In Louisville, there are about 100 ads a day on one website that involve human sex trafficking. Just last year, there was a case of a Lexington woman charged with trafficking her 12-year-old daughter. Just last month, a Northern Kentucky man was charged with running a human trafficking ring from his home. And those are just two of the dozens of cases a simple Google search will find.
Human trafficking is real, and it happens in Kentucky.
That was the message Friday at a Human Trafficking Seminar held at St. Joseph London. The seminar, led by Marissa Castellanos with Catholic Charities of Louisville and program manager at Rescue and Restore Victims of Human Trafficking, aimed to help those in law enforcement, medical and other public service fields learn the signs of human trafficking, and learn what to do in the event of its occurrence.
More than a dozen women attended the seminar.
One bit of information offered involved who human traffickers are. They can be male or female, but are most often male, Castellanos said.
When it comes to the users, the percentage of males is even higher.
“Buyers are almost all men,” Castellanos said.
Research has shown that the average buyer is a middle-aged man who is married with kids.
“Which is scary,” Castellanos said.
But most become regular buyers by the age of 26, she said.
Sex advertisements, a number of which involve human trafficking, jump during major events, Castellanos said. One website notorious for such ads is backpage.com. The ads will typically be worded as if they are from a girl, and say she is available over the next few days. It will list a number, which is supposed to be the girl’s age. If a person clicks on the number, they can see photos of the girl, nearly naked if not naked.
“Some of these are girls putting themselves out there, for whatever reason,” Castellanos said. “But some of them are human trafficking.”
A study done that looked at when the number of advertisements increased the most found that the biggest increase in Louisville occurred during the NCAA tournament; the second biggest increase occurred during a farm machinery show; and big increases occurred during a law enforcement conference and a political conference.
“Any event that is attended by a lot of men who are away from their families,” Castellanos said.
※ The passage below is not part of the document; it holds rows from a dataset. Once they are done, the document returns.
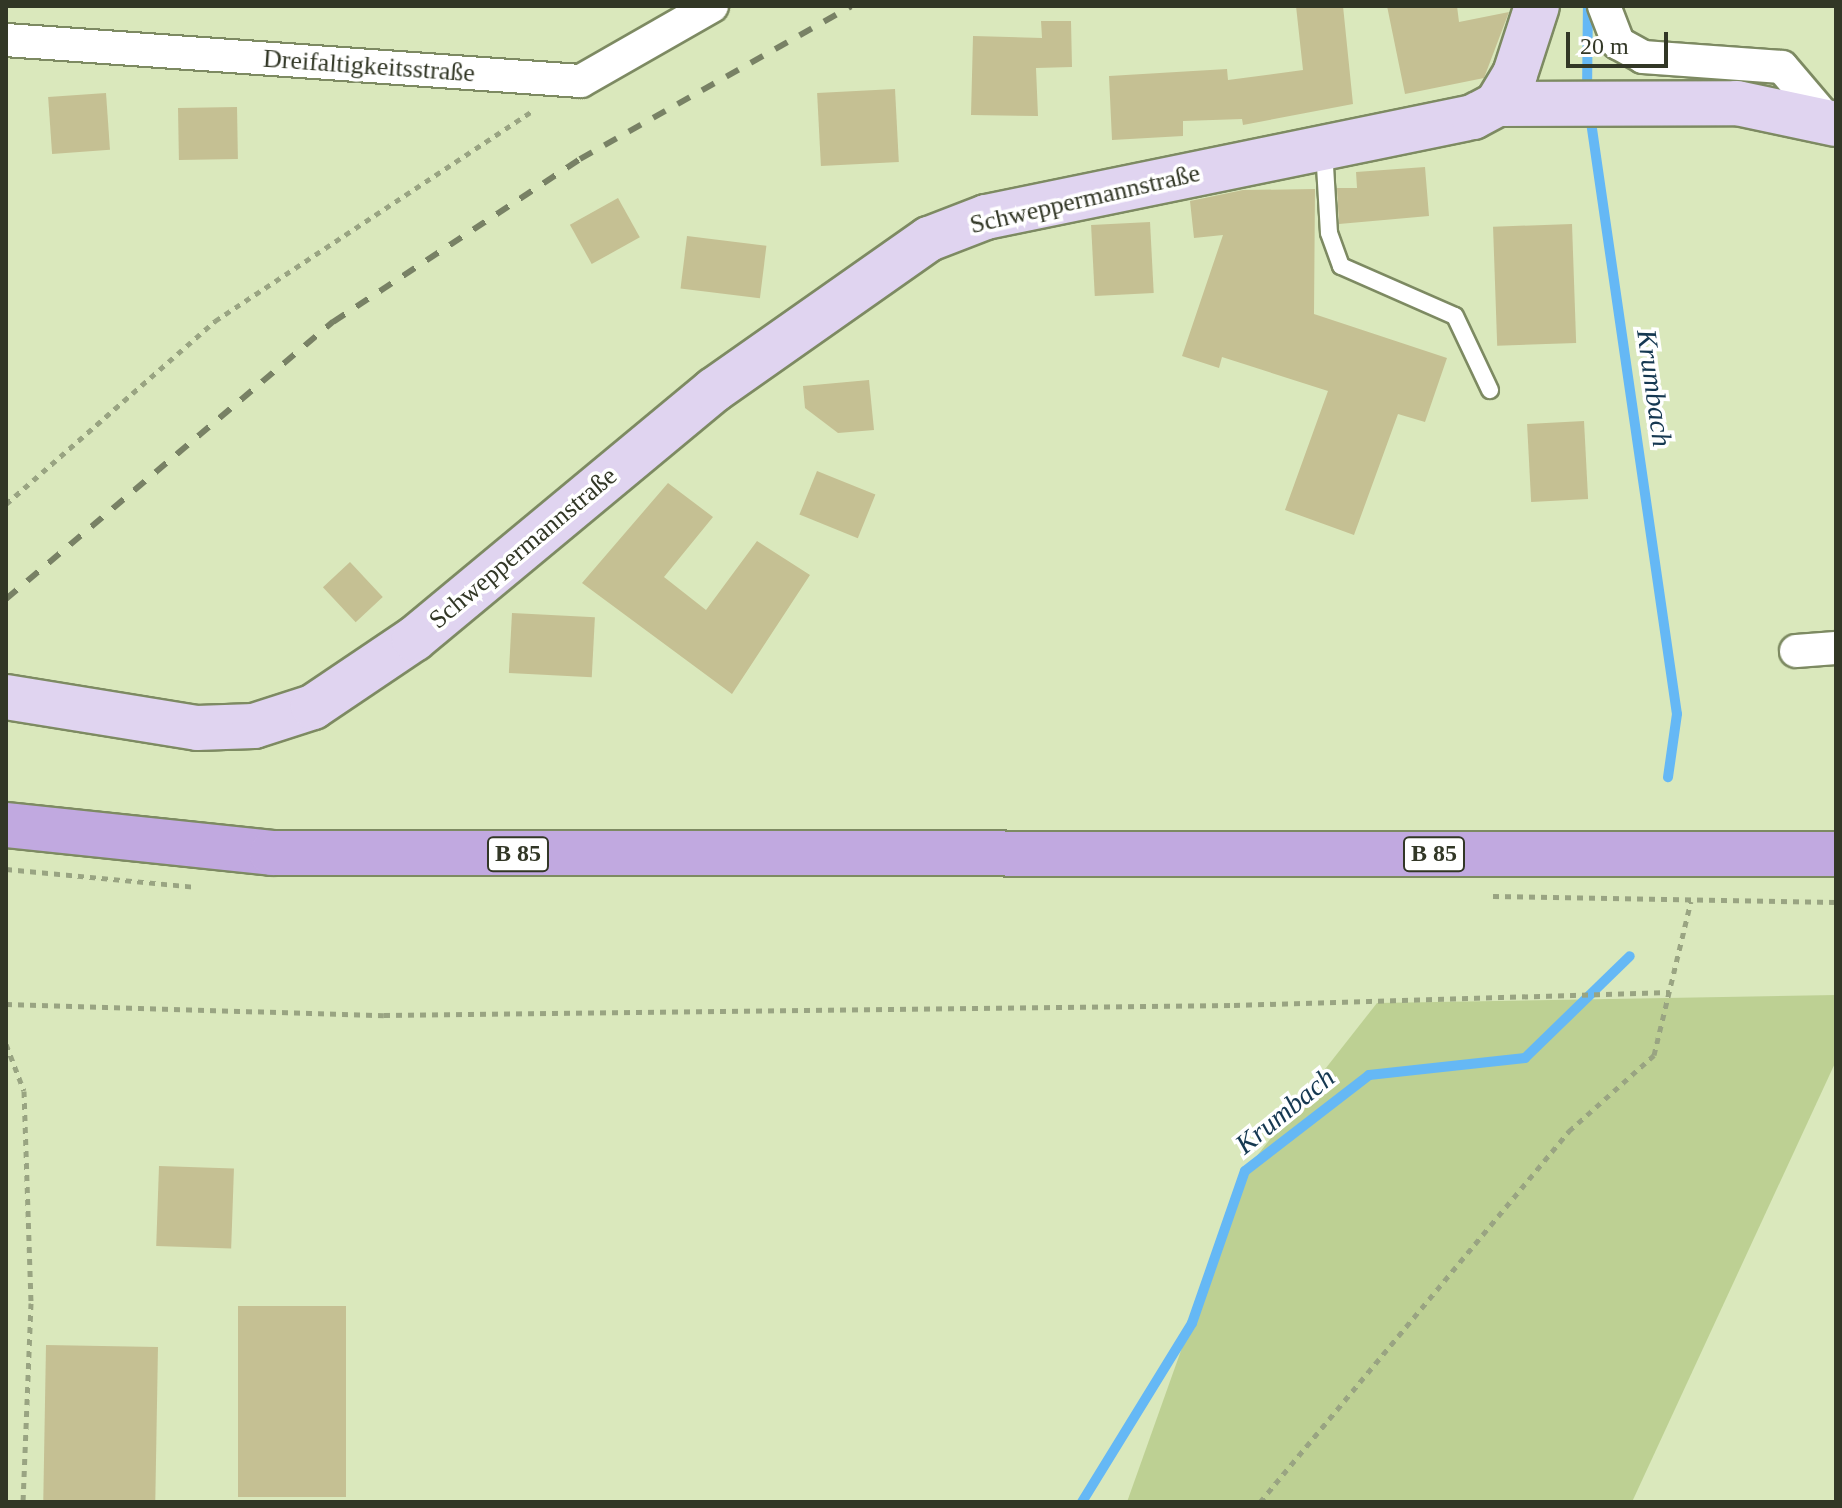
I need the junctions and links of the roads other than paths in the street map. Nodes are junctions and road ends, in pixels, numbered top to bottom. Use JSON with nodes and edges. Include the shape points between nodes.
{"nodes":[{"id":1,"x":712,"y":6,"type":"edge"},
{"id":2,"x":1537,"y":6,"type":"edge"},
{"id":3,"x":1604,"y":6,"type":"edge"},
{"id":4,"x":6,"y":40,"type":"edge"},
{"id":5,"x":1497,"y":104,"type":"junction"},
{"id":6,"x":1832,"y":122,"type":"edge"},
{"id":7,"x":1324,"y":148,"type":"junction"},
{"id":8,"x":1490,"y":390,"type":"dead end"},
{"id":9,"x":1836,"y":648,"type":"edge"},
{"id":10,"x":1796,"y":651,"type":"dead end"},
{"id":11,"x":6,"y":697,"type":"edge"},
{"id":12,"x":6,"y":825,"type":"edge"},
{"id":13,"x":1836,"y":854,"type":"edge"}],
"edges":[{"from":1,"to":4,"type":"street","name":"Dreifaltigkeitsstraße","via":[[581,81]]},
{"from":2,"to":5,"type":"street","via":[[1515,74]]},
{"from":3,"to":6,"type":"street","via":[[1618,43],[1643,57],[1782,67]]},
{"from":5,"to":6,"type":"street","name":"Schweppermannstraße","via":[[1549,108],[1737,103]]},
{"from":5,"to":7,"type":"street","name":"Schweppermannstraße","via":[[1473,117]]},
{"from":7,"to":8,"type":"lane","via":[[1329,233],[1341,266],[1455,316]]},
{"from":7,"to":11,"type":"street","name":"Schweppermannstraße","via":[[986,217],[929,239],[714,390],[414,639],[313,707],[254,726],[197,728]]},
{"from":9,"to":10,"type":"street"},
{"from":12,"to":13,"type":"main road","number":"B 85","via":[[272,853]]}]}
And she said an increase in the ads does mean an increase in traffic.
“They wouldn’t place the ads if there wasn’t a market,” she said.
The derby causes a big increase in ads each year as well. During that time, the ads will use horse language, such as calling girls fillies, showing they are aimed at Derby attendees, Castellanos said.
Because of the Internet, most sexual acts relating to trafficking are done indoors; sometimes in private residences but most often in hotels, Castellanos said. And not just in “sleazy” motels, but nice hotels.
“They go where the customers are,” Castellanos said. “And believe me, there are customers in nice hotels.”
But some takes place at other establishments, such as Asian massage parlors and in strip clubs, Castellanos said.
Though the majority of human trafficking in Kentucky is sex trafficking, people also are trafficked for labor. Trafficking victims can often be found in domestic servitude, in restaurants, and on farms.
“It’s pervasive on farms,” Castellanos said. “They’ve been horribly exploited and often trafficked.”
Castellanos also talked about Kentucky laws regarding human trafficking. The laws have become stronger, she said.
Human trafficking in Kentucky is a Class C felony; if it involves a minor it is a Class B felony; if serious injury occurs it is a Class B felony.
Many times, several individuals will be involved in committing trafficking, each playing a different role.
“Whatever role you play in the trafficking, you can be held responsible for,” Castellanos said.
Though it has only been done in one case that Castellanos can recall, the law does allow buyers to be prosecuted for the offense as well.
She said the prosecution of buyers needs to increase.
“We can and should be charging buyers,” she said.
A person can be charged with the attempt to traffic as well, Castellanos said.
New laws were passed in 2013 dealing specifically with minor victims. Those under 18 who are victims of human trafficking can’t be charged with status offenses, such as truancy or being out of control.
Now, law enforcement officers can take a child into protective custody if they believe the child is a victim of human trafficking.
The laws are catching up, but advocacy by human trafficking organizations such as Rescue and Restore is still greatly needed.
“We try to help other agencies as much as we can,” Castellanos said.
Another program Castellanos is involved with is GEMS, which works to help girls and young women who are or have been victims of sexual exploitation.
GEMS helps girls with housing, court advocacy, and treatment of the trauma and violence associated with human trafficking.
One way GEMS has reached out to victims is with a book that contains stories and tips from former victims.
They call it the “Survivor Guide.”
“It might not look sexy, but it has magical powers,” Castellanos said.
The group hands out it to the girls who join, and it has proven very helpful.
The book contains subjects such as how to get out and how to adjust to a new life.
“It helps them understand that this is not all life has to be,” Castellanos said.
In Kentucky, 332 victims of human trafficking have been identified. The youngest reported victim was 2 months old. Sex trafficking makes up 78 percent of trafficking cases, and 60 percent of victims are children.